I bought a cheap Wen 10" sliding @ menards on Black Friday. First thing I did is replace the blade with an Avanti by Freud 60 tooth. Improved the saw immensely. Wish I had bought the 80 tooth now. It's at Menards for $54 but you can probably get it cheaper at Amazon.


----------



## richgreer

Thanks for the review. It is well written. It also makes me wonder - - in these reviews are we rating performance per dollar spent or just performance. In the magazine reviews we will often see two designations, best value and best overall performance. This saw sounds like a very good value for the money but I am sure it is a weak performer compared to the $400+ miter saws that are available. Maybe we need two ratings, one for best value and one for best overall performance, on this website.


----------



## RvK

I usually assume its rated performance for the money, very often the high dollar tools are just a whole different animal and comparing a $100 hobbyist miter saw to a $700 professional grade one is just apples and oranges. You pretty much KNOW the hobbyist one isnt going to stack up, but if thats what you're in the market for you just want to know if its a decent one.
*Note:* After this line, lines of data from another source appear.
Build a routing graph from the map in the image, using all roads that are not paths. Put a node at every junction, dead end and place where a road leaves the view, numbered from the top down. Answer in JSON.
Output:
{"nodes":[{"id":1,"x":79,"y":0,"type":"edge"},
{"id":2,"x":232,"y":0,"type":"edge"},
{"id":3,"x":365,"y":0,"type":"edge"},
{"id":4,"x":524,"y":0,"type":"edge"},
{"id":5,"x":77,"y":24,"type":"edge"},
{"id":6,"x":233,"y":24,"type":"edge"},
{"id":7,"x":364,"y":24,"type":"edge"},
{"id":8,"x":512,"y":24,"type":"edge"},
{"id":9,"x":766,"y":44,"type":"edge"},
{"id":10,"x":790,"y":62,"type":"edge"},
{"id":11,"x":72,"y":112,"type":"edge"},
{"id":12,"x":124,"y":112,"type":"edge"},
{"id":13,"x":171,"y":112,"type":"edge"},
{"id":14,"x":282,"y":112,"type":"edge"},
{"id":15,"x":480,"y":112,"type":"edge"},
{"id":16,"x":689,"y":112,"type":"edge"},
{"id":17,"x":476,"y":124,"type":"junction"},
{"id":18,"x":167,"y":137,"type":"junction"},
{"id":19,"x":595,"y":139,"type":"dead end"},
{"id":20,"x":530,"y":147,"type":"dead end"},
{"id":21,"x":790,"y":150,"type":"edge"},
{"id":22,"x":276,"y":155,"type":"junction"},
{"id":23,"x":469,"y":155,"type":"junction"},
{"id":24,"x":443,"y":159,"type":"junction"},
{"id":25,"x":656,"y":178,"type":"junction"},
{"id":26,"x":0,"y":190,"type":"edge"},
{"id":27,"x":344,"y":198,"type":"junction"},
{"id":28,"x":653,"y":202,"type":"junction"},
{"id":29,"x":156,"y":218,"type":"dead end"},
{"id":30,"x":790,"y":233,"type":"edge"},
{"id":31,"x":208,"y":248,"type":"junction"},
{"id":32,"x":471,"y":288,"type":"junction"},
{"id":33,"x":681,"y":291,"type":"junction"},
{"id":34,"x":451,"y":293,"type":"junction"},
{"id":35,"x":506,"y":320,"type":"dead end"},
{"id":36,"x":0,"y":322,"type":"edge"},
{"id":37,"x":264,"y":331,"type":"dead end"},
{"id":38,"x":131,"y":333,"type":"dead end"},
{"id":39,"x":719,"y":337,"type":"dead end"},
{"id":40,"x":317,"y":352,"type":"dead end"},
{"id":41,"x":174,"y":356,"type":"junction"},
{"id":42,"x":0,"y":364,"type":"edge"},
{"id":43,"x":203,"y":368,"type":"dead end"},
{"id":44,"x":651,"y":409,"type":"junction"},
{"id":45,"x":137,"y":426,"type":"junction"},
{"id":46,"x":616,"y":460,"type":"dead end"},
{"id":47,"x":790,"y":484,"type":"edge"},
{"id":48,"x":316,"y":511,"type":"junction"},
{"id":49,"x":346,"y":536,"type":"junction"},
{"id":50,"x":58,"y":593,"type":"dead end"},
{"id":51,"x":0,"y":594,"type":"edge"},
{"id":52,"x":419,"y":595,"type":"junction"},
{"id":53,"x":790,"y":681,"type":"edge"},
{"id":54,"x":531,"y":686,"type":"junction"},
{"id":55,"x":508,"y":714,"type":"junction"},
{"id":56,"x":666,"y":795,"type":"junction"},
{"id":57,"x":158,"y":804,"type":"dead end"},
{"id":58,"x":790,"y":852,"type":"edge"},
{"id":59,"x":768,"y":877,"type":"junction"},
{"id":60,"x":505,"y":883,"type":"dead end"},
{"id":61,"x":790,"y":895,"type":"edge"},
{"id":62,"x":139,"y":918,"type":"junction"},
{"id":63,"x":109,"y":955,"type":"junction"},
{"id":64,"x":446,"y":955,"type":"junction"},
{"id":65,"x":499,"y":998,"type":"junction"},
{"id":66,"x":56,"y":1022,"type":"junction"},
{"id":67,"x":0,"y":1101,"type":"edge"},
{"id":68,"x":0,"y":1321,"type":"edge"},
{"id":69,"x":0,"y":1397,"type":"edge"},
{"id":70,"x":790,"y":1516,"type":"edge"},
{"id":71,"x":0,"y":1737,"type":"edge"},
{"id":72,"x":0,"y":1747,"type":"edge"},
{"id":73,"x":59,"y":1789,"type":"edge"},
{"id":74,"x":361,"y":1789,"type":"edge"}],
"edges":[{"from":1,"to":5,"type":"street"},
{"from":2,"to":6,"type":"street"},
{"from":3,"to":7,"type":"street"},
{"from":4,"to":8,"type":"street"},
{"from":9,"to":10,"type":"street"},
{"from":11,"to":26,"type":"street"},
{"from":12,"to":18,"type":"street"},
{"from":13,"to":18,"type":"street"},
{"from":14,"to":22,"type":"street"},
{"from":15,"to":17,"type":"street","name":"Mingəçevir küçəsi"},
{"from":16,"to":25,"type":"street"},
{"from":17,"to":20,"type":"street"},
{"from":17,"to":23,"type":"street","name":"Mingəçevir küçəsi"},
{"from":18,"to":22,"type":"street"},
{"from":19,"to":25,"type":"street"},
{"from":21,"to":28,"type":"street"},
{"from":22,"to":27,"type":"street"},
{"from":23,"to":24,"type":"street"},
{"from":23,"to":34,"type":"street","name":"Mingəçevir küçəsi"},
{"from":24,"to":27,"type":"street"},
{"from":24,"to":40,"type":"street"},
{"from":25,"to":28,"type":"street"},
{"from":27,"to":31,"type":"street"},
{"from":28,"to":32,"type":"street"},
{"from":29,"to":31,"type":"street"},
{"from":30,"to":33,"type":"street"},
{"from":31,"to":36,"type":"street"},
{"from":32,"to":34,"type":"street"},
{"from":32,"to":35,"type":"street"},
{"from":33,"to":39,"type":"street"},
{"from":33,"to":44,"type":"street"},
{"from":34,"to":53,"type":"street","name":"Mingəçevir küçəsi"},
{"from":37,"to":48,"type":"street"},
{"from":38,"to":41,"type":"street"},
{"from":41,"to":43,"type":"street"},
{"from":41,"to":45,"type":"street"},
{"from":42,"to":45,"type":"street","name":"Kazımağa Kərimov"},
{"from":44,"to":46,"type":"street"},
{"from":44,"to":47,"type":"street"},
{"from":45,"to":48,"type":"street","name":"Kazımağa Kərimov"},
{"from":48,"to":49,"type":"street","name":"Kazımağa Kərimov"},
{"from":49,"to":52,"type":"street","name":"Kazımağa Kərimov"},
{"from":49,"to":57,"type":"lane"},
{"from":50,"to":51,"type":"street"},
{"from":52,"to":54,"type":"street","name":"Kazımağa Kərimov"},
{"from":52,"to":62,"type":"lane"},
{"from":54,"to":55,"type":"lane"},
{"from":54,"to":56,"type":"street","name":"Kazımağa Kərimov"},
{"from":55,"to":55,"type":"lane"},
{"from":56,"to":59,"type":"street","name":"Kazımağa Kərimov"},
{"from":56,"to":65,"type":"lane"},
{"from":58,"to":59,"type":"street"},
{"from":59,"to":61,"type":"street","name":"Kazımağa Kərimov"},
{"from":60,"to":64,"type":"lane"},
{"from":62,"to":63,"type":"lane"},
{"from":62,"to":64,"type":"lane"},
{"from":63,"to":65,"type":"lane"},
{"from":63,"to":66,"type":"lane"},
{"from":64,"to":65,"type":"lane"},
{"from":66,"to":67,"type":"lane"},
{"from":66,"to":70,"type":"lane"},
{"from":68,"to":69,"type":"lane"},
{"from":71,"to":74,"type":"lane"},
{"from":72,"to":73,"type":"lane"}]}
Might be good to have a few critical premade subcategories that we can rate stuff on when we write up a review


----------



## a1Jim

thanks for the review,


----------



## PineInTheAsh

A blade change and tune-up and my 10-year-old Delta is good to go another decade.


----------



## dfletcher

I also have one of these that I started using even in my construction business, as I really don't use it everyday. It works great, I love it. I had to change the blade and ended up breaking the guard, which is not a problem for me, as I am the only one who uses it. I have also noticed that now that I use it a lot more, the blade break seems to work randomly at times. Again, not a problem for me, but i wouldn't let someone working for me use it without letting them know.
All-in-all, one of the best purchases I have made, worth the $100 if you are using it in your shop on the weekend or just have some home projects to do. Not really recommended as your only mitre saw for everyday use, just not built to do that.


----------



## funchuck

richgreer: I think the problem with having 2 ratings is that some people have not used anything better. This is the only miter saw that I ever used… but I gave it a 4 star rating not because it is good for the price, but because I think performance-wise, it is a good saw. Perhaps if I use a high end miter saw, I might change my mind, but I think this saw is good enough that I do not feel any need to upgrade.

For example, I had a cheap 10" Delta table saw. Even from the day I first used it, I felt limited. The table was tiny, there was a lot of play in the miter gauge slot, the miter gauge head was made of flimsy plastic, and there were no options to replace the fence or miter gauge with anything better. I felt very limited with this table saw, but the Delta miter saw is a whole different story. I did not feel limited, nor any need to upgrade.

Dennis: One time, I thought the blade brake on mine also broke, but it turns out that the blade was not fastened tightly enough. I few turns with the wrench and the blade brake worked again.


----------



## REK

Good reveiw, I know what you mean about going to the store and admiring the up grades…

Ohhhhhhhhhh I want Dat!!!!


----------